If you keep in mind that we are NEVER running to the store to buy more diapers or worrying about how many diapers we have, plus the fact that we paid $250 for 3 months' worth of diapers (we'll get more when he's put on more weight...those will last us the next 3 years), I think we're coming out on top.

Plus, the cloth diapers are cute. We have a cow print one and some pretty blue ones. We have one with guitars on it! Plus plus the snappis we use to hold the diapers shut beneath the rubber pants double as swaddling fasteners so MW can't break free in the night.

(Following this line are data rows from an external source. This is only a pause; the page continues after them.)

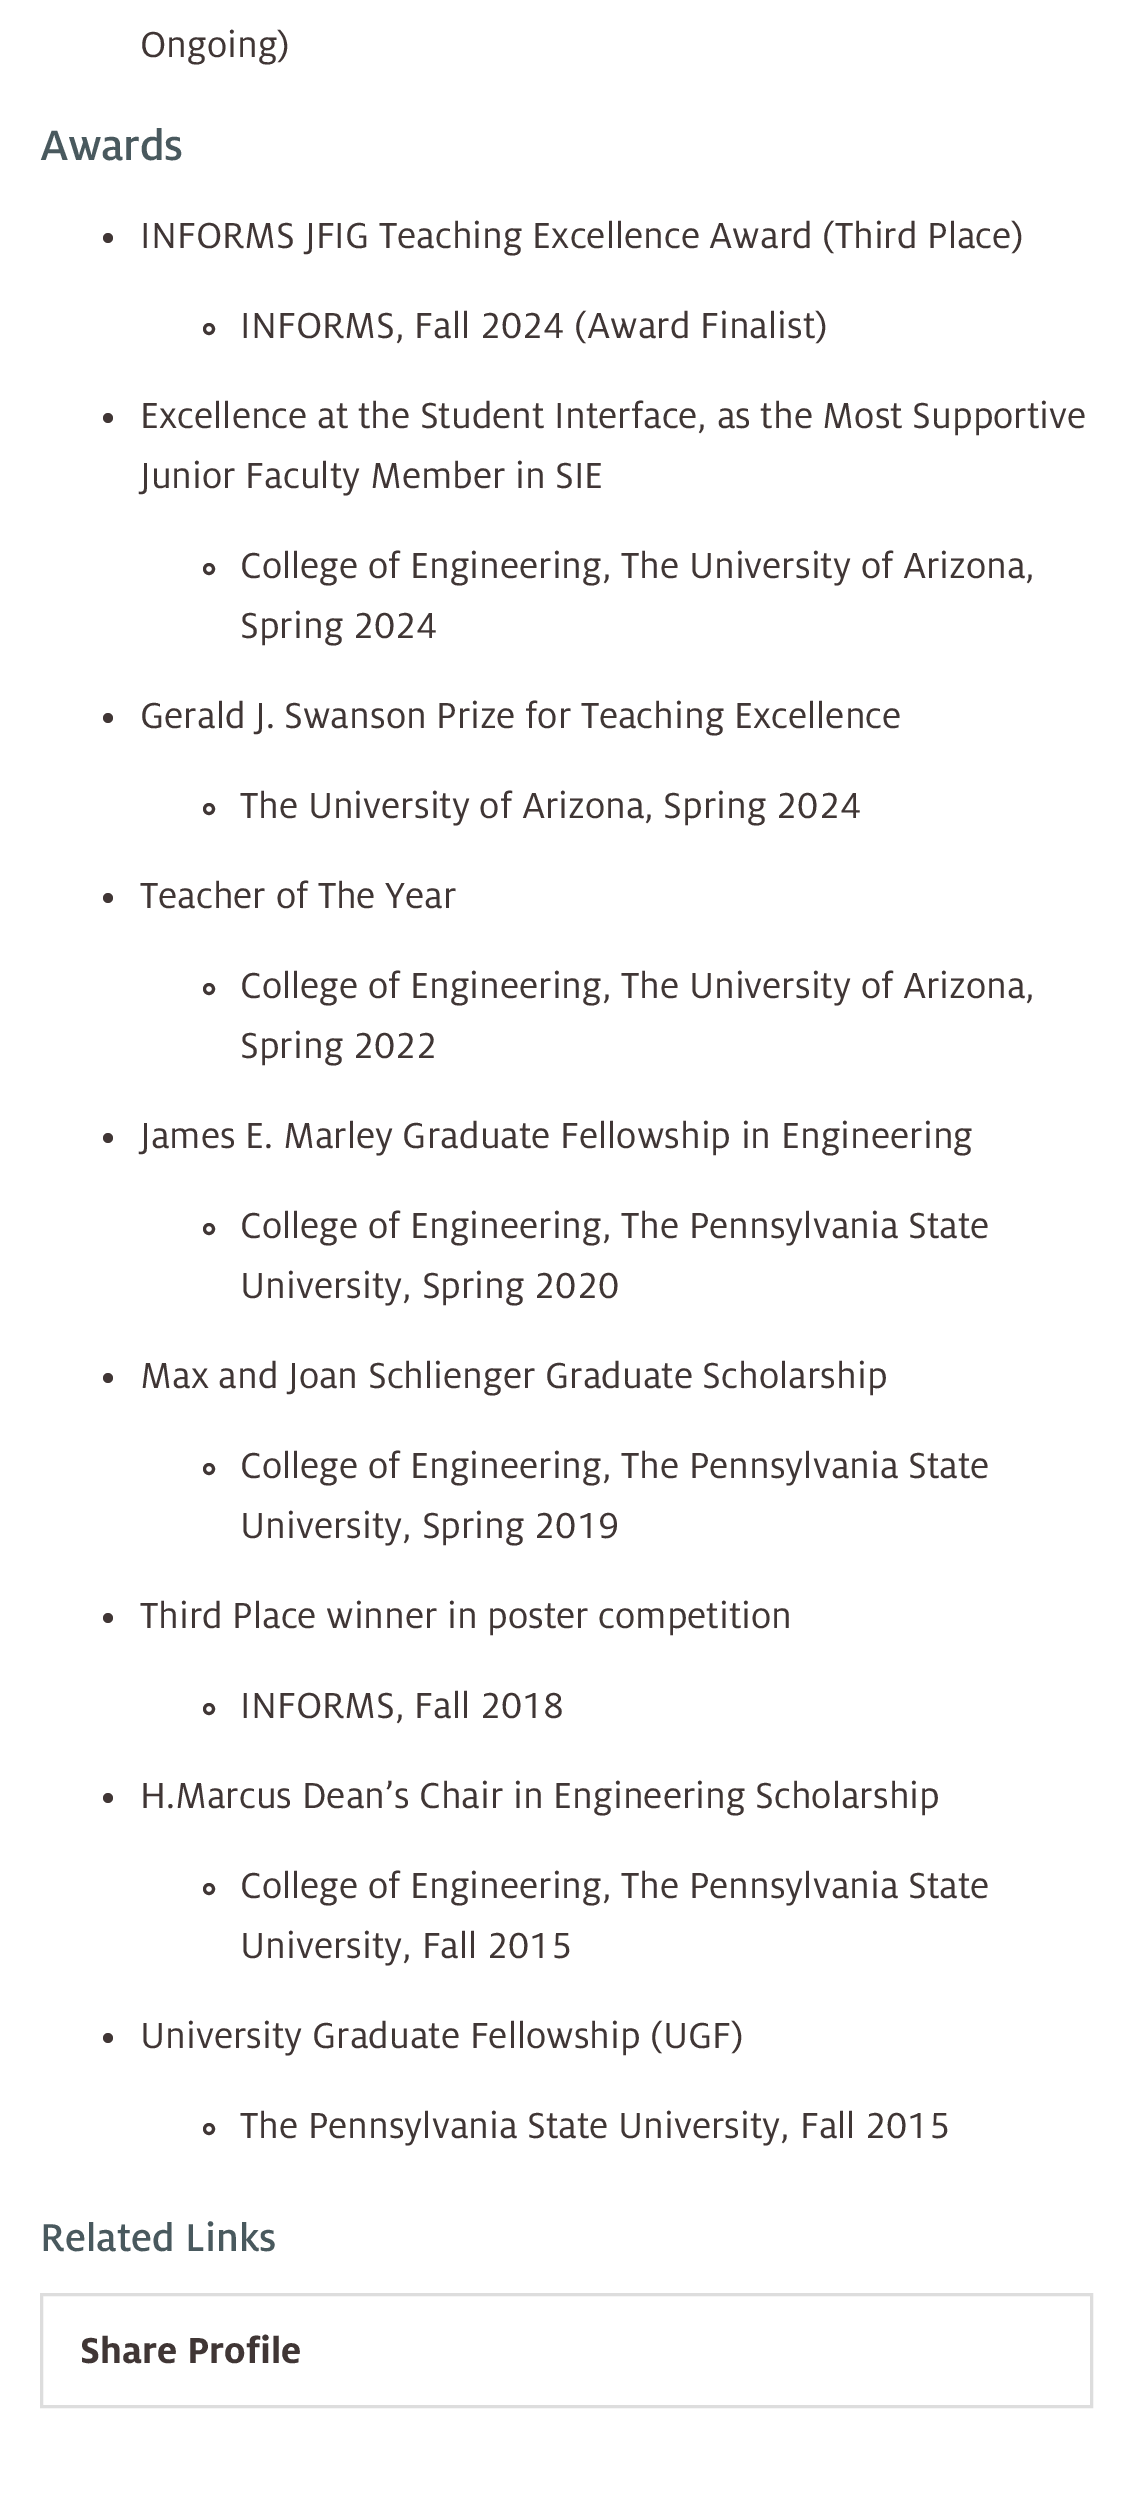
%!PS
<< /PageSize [1131 2519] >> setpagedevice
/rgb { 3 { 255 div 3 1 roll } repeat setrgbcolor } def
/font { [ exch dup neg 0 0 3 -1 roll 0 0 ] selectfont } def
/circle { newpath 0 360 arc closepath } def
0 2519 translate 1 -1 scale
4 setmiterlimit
255 255 255 rgb
0 0 1131 2519 rectfill
64 54 53 rgb
108 238 5 circle fill
3 setlinewidth
209 329 4.5 circle stroke
108 418 5 circle fill
209 569 4.5 circle stroke
108 718 5 circle fill
209 809 4.5 circle stroke
108 898 5 circle fill
209 989 4.5 circle stroke
108 1138 5 circle fill
209 1229 4.5 circle stroke
108 1378 5 circle fill
209 1469 4.5 circle stroke
108 1618 5 circle fill
209 1709 4.5 circle stroke
108 1798 5 circle fill
209 1889 4.5 circle stroke
108 2038 5 circle fill
209 2129 4.5 circle stroke
221 221 221 rgb
41.5 2294.5 1050 112 rectstroke
/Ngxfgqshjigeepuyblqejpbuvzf-Regular 40 font
64 54 53 rgb
140 57 moveto (Ongoing\)) show
/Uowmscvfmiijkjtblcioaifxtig-Medium 47 font
73 89 94 rgb
40 160 moveto -0.5 0 (Awards) ashow
/Ngxfgqshjigeepuyblqejpbuvzf-Regular 40 font
64 54 53 rgb
[
  [(INFORMS JFIG Teaching Excellence Award \(Third Place\)) 140 248]
  [(INFORMS, Fall 2024 \(Award Finalist\)) 240 338]
  [(Excellence at the Student Interface, as the Most Supportive) 140 428]
  [(Junior Faculty Member in SIE) 140 488]
  [(College of Engineering, The University of Arizona,) 240 578]
  [(Spring 2024) 240 638]
  [(Gerald J. Swanson Prize for Teaching Excellence) 140 728]
  [(The University of Arizona, Spring 2024) 240 818]
  [(Teacher of The Year) 140 908]
  [(College of Engineering, The University of Arizona,) 240 998]
  [(Spring 2022) 240 1058]
  [(James E. Marley Graduate Fellowship in Engineering) 140 1148]
  [(College of Engineering, The Pennsylvania State) 240 1238]
  [(University, Spring 2020) 240 1298]
  [(Max and Joan Schlienger Graduate Scholarship) 140 1388]
  [(College of Engineering, The Pennsylvania State) 240 1478]
  [(University, Spring 2019) 240 1538]
  [(Third Place winner in poster competition) 140 1628]
  [(INFORMS, Fall 2018) 240 1718]
  [(H.Marcus Dean’s Chair in Engineering Scholarship) 140 1808]
  [(College of Engineering, The Pennsylvania State) 240 1898]
  [(University, Fall 2015) 240 1958]
  [(University Graduate Fellowship \(UGF\)) 140 2048]
  [(The Pennsylvania State University, Fall 2015) 240 2138]
] { aload pop moveto show } forall
/Uowmscvfmiijkjtblcioaifxtig-Medium 42.75 font
73 89 94 rgb
40 2251 moveto (Related Links) show
/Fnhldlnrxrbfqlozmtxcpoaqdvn-Bold 40 font
64 54 53 rgb
80 2363 moveto (Share Profile) show
showpage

By this point, we know which kinds we like the best, too, so when he weighs more we can buy diapers we really love and, since he'll excrete fewer times per day, we'll do even less dunking and laundry.

Bottom line, I feel happy about my choice. Yes, it's work. But I'm doing laundry all the time now anyway and Miles gets to look super damn cute rocking his stylish dipes (as people in the know call them).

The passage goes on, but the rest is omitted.